### Problem
Look through the records below, and whenever a line contains "Court", copy it.

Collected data
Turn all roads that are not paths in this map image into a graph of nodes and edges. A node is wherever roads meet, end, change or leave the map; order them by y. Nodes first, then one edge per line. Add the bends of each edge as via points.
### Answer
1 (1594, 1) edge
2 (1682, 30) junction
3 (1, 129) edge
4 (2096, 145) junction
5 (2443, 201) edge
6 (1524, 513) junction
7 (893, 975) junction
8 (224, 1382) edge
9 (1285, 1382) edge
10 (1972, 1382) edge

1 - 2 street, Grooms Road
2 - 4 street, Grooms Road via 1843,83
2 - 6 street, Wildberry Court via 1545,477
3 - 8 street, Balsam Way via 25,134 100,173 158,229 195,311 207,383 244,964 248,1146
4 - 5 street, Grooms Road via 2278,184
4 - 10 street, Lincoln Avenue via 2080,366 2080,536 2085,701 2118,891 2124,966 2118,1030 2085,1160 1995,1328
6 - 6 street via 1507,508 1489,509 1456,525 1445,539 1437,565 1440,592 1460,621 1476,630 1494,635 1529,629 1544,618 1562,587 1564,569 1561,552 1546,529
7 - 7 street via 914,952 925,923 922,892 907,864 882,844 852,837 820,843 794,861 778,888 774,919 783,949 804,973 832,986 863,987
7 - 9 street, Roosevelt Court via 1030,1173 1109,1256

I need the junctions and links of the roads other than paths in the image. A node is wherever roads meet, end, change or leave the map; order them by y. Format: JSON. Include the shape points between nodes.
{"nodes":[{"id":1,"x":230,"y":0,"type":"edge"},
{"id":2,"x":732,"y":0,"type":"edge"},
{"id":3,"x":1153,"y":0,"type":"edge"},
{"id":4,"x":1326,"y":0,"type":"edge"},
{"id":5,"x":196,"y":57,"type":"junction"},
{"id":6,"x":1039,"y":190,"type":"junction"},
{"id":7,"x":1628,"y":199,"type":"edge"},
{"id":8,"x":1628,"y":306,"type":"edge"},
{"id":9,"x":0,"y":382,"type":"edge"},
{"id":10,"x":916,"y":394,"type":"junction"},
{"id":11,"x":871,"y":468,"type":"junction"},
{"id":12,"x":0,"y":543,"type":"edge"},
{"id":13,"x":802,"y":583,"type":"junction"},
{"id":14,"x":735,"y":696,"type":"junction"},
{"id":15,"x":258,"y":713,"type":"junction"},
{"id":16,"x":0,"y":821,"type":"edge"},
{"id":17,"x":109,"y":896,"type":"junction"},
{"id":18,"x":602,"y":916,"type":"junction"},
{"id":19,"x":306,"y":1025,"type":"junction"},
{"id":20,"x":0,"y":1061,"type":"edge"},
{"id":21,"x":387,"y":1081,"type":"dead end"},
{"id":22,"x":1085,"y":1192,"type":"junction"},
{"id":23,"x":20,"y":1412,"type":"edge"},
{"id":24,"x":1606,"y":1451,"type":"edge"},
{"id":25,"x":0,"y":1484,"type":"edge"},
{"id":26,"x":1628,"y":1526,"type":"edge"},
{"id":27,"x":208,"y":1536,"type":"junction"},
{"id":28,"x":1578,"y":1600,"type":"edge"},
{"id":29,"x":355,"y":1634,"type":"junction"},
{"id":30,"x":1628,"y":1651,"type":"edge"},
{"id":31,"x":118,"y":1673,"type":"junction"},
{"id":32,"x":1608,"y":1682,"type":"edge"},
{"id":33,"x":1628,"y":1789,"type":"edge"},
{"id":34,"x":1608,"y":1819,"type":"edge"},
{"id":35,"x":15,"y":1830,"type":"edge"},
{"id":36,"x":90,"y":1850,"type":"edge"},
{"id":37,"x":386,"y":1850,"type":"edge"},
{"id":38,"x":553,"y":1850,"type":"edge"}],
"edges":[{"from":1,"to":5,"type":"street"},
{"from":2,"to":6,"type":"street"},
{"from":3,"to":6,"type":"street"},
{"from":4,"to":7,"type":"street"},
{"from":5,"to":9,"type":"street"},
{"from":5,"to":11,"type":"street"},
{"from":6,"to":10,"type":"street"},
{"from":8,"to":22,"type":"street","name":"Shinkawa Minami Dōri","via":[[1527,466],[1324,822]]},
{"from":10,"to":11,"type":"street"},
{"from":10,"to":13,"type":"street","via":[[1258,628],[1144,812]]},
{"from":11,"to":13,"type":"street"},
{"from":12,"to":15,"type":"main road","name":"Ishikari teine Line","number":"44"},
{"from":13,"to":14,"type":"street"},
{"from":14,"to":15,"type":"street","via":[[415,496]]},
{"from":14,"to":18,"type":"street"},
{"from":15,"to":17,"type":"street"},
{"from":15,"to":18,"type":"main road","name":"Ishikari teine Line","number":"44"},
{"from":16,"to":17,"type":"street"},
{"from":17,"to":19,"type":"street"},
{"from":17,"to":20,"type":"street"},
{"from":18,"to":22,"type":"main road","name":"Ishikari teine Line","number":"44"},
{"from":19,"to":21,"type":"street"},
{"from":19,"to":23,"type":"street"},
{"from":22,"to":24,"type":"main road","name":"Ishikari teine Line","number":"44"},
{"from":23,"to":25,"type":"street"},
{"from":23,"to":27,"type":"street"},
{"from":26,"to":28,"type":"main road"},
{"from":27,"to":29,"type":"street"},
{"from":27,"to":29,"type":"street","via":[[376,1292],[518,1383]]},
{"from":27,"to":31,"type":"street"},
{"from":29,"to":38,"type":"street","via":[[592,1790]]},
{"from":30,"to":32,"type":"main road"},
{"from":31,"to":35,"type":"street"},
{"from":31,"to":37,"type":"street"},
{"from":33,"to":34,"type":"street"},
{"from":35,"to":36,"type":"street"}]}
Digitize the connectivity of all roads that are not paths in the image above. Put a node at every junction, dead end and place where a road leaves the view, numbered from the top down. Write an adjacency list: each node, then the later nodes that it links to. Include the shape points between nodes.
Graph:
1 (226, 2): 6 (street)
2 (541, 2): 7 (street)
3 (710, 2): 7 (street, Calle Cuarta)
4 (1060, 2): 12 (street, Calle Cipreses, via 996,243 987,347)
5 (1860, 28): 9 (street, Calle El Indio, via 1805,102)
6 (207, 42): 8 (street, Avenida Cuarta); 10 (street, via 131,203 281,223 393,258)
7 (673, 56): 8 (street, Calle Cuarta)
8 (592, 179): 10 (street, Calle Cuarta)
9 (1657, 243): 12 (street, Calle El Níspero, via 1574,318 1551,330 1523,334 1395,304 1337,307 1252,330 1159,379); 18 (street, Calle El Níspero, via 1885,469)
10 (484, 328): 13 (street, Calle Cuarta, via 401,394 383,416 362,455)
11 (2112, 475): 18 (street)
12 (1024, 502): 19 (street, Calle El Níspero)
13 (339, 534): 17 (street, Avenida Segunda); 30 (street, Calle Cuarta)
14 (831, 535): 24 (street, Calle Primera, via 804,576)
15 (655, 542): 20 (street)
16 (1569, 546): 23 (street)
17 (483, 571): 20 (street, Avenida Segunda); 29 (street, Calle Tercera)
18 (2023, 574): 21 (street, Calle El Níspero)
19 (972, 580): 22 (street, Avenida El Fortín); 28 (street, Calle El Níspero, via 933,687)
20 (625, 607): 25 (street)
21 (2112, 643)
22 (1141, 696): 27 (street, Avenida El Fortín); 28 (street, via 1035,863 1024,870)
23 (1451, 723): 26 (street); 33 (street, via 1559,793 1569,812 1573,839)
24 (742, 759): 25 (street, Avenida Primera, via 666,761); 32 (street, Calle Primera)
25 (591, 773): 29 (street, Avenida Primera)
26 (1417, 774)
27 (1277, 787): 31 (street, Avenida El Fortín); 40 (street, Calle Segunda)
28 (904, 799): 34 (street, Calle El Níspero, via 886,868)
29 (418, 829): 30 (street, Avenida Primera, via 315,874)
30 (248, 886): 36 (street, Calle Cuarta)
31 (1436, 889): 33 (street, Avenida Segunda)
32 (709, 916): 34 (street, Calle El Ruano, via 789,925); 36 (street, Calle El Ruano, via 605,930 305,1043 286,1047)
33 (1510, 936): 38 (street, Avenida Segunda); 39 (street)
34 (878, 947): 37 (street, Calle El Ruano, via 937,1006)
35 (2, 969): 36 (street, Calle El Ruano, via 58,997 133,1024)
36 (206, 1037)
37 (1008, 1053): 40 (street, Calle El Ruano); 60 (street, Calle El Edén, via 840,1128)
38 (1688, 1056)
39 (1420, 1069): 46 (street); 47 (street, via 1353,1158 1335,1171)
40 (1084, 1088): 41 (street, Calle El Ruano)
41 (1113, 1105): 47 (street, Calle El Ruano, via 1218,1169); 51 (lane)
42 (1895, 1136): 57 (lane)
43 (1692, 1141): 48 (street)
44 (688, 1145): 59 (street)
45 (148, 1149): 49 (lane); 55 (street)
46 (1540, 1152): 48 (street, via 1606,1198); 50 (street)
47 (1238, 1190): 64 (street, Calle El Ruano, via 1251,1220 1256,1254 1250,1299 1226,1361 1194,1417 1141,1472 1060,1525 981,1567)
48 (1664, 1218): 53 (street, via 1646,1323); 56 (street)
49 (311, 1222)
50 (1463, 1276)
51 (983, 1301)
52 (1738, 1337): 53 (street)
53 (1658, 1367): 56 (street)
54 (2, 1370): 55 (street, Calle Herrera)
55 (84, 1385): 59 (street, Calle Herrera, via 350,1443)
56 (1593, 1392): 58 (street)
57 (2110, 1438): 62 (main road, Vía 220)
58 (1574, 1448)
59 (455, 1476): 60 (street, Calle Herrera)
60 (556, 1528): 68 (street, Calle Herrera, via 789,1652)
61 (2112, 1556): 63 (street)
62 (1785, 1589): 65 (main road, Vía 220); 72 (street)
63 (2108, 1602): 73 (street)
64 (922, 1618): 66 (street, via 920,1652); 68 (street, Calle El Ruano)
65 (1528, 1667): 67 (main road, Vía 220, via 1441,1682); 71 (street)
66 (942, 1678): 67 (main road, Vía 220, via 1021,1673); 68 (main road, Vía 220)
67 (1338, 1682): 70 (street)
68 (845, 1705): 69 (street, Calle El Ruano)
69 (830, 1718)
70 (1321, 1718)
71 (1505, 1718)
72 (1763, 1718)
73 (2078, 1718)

### Exercise output
2 - 6 street, Wildberry Court via 1545,477
7 - 9 street, Roosevelt Court via 1030,1173 1109,1256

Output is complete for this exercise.